What the task asks:
For this exercise, return all the data word for word, with images left out.

Saved data entries
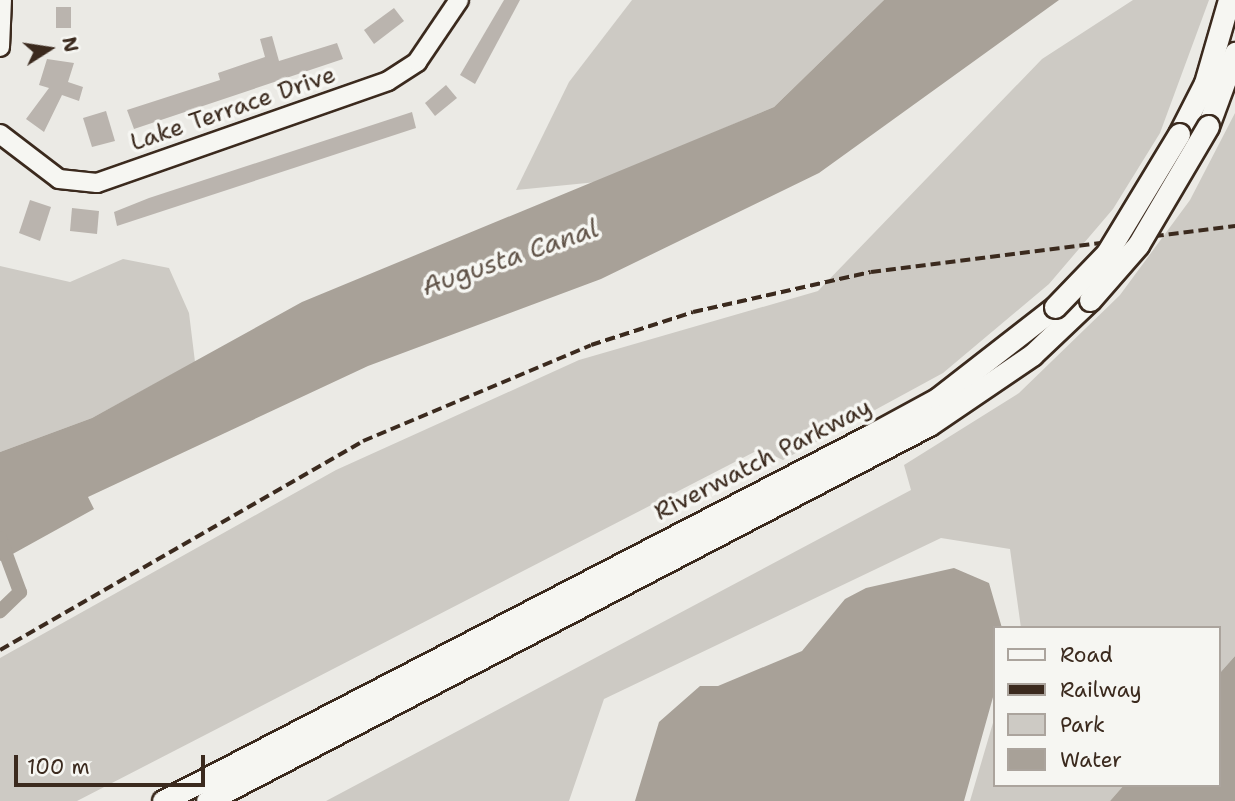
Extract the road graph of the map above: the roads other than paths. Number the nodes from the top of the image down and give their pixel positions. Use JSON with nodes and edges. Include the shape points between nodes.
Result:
{"nodes":[{"id":1,"x":2,"y":0,"type":"edge"},
{"id":2,"x":459,"y":0,"type":"edge"},
{"id":3,"x":1229,"y":0,"type":"edge"},
{"id":4,"x":0,"y":47,"type":"edge"},
{"id":5,"x":1235,"y":52,"type":"edge"},
{"id":6,"x":0,"y":134,"type":"edge"},
{"id":7,"x":163,"y":801,"type":"edge"},
{"id":8,"x":207,"y":801,"type":"edge"}],
"edges":[{"from":1,"to":4,"type":"street"},
{"from":2,"to":6,"type":"street","name":"Lake Terrace Drive","via":[[417,62],[388,81],[97,183],[59,179]]},
{"from":3,"to":7,"type":"main road","name":"Riverwatch Parkway","bridge":true,"via":[[1205,83],[1107,253],[1055,307],[937,399]]},
{"from":5,"to":8,"type":"main road","name":"Riverwatch Parkway","bridge":true,"via":[[1208,126],[1138,245],[1090,300],[1032,355],[929,425]]}]}
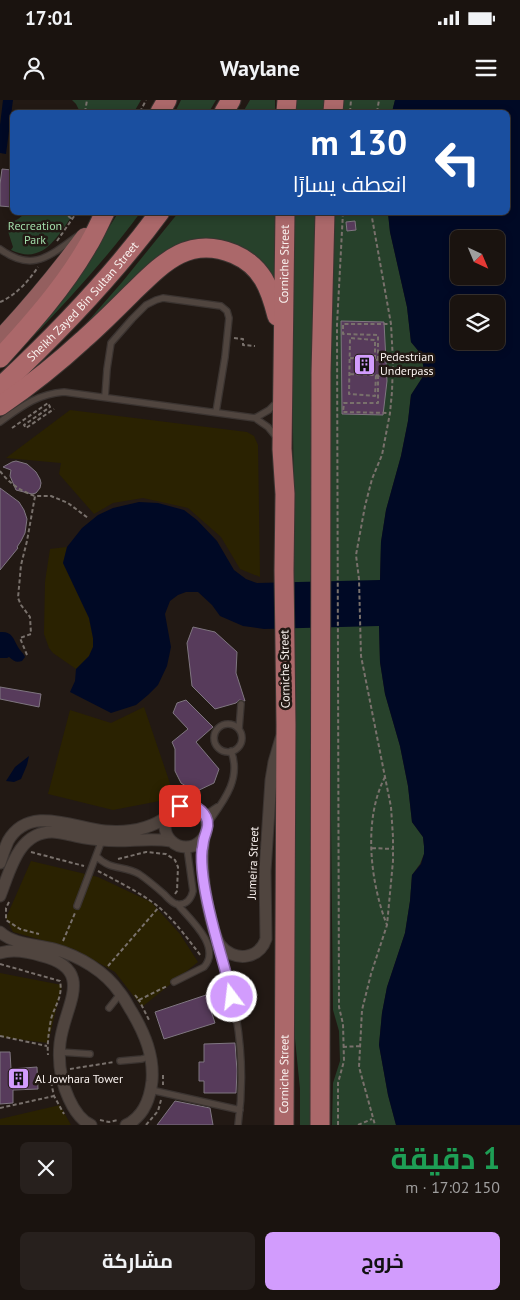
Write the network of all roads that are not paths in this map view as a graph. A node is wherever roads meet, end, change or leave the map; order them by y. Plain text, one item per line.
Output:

Result of this exercise:
Extract the road graph of the map above: the roads other than paths. Number the nodes from the top of the image down and give their pixel positions. Use JSON with nodes and edges. Include the shape points between nodes.
Result:
{"nodes":[{"id":1,"x":2,"y":0,"type":"edge"},
{"id":2,"x":459,"y":0,"type":"edge"},
{"id":3,"x":1229,"y":0,"type":"edge"},
{"id":4,"x":0,"y":47,"type":"edge"},
{"id":5,"x":1235,"y":52,"type":"edge"},
{"id":6,"x":0,"y":134,"type":"edge"},
{"id":7,"x":163,"y":801,"type":"edge"},
{"id":8,"x":207,"y":801,"type":"edge"}],
"edges":[{"from":1,"to":4,"type":"street"},
{"from":2,"to":6,"type":"street","name":"Lake Terrace Drive","via":[[417,62],[388,81],[97,183],[59,179]]},
{"from":3,"to":7,"type":"main road","name":"Riverwatch Parkway","bridge":true,"via":[[1205,83],[1107,253],[1055,307],[937,399]]},
{"from":5,"to":8,"type":"main road","name":"Riverwatch Parkway","bridge":true,"via":[[1208,126],[1138,245],[1090,300],[1032,355],[929,425]]}]}
Write the network of all roads that are not paths in this map view as a graph. A node is wherever roads meet, end, change or leave the map; order them by y. Plain text, one item per line.
Output:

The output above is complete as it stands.